== ABOUT THIS TASK ==
Could the listing below be reproduced exactly, minus its pictures?

MATERIAL SHOWN START

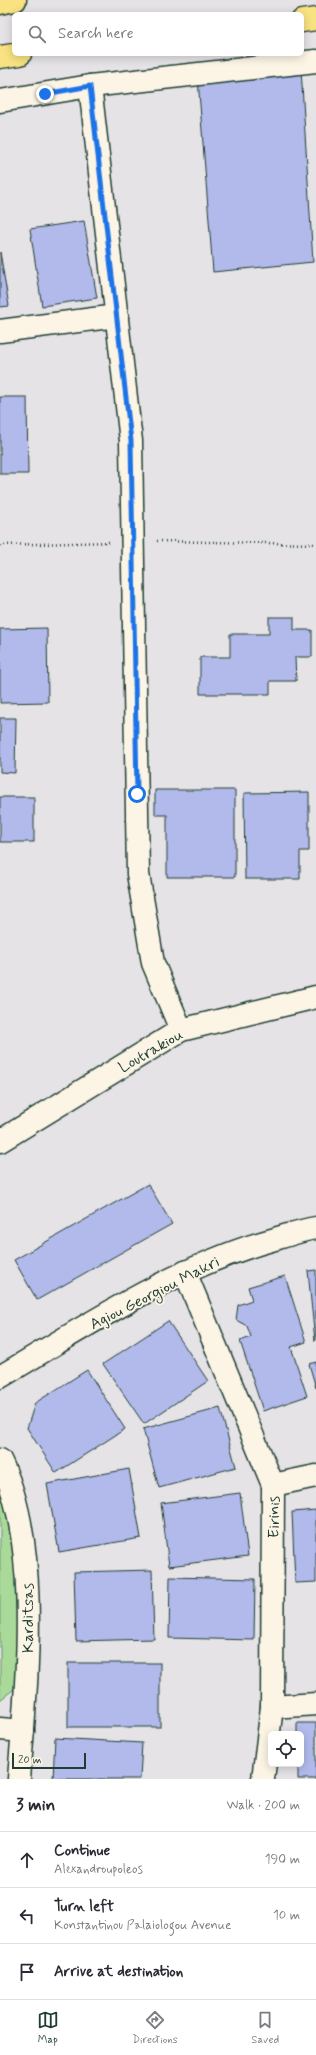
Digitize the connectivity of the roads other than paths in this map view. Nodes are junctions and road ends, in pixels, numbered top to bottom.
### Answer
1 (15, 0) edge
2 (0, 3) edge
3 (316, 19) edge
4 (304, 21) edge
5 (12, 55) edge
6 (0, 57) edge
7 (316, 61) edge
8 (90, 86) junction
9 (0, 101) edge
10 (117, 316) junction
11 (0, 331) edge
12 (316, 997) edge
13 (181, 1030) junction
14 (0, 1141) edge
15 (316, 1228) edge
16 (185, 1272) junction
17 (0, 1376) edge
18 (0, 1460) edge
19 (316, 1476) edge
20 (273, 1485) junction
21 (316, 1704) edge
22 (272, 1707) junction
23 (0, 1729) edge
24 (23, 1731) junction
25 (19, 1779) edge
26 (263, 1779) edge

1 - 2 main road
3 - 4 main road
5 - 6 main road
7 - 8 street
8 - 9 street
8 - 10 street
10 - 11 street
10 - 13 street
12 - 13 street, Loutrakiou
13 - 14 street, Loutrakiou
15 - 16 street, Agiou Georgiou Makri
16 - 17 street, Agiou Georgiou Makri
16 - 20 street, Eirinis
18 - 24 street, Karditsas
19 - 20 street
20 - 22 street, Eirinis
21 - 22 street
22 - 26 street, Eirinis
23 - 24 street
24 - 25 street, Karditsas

MATERIAL SHOWN END

== FINISHED TASK ==
Digitize the connectivity of the roads other than paths in this map view. Nodes are junctions and road ends, in pixels, numbered top to bottom.
### Answer
1 (15, 0) edge
2 (0, 3) edge
3 (316, 19) edge
4 (304, 21) edge
5 (12, 55) edge
6 (0, 57) edge
7 (316, 61) edge
8 (90, 86) junction
9 (0, 101) edge
10 (117, 316) junction
11 (0, 331) edge
12 (316, 997) edge
13 (181, 1030) junction
14 (0, 1141) edge
15 (316, 1228) edge
16 (185, 1272) junction
17 (0, 1376) edge
18 (0, 1460) edge
19 (316, 1476) edge
20 (273, 1485) junction
21 (316, 1704) edge
22 (272, 1707) junction
23 (0, 1729) edge
24 (23, 1731) junction
25 (19, 1779) edge
26 (263, 1779) edge

1 - 2 main road
3 - 4 main road
5 - 6 main road
7 - 8 street
8 - 9 street
8 - 10 street
10 - 11 street
10 - 13 street
12 - 13 street, Loutrakiou
13 - 14 street, Loutrakiou
15 - 16 street, Agiou Georgiou Makri
16 - 17 street, Agiou Georgiou Makri
16 - 20 street, Eirinis
18 - 24 street, Karditsas
19 - 20 street
20 - 22 street, Eirinis
21 - 22 street
22 - 26 street, Eirinis
23 - 24 street
24 - 25 street, Karditsas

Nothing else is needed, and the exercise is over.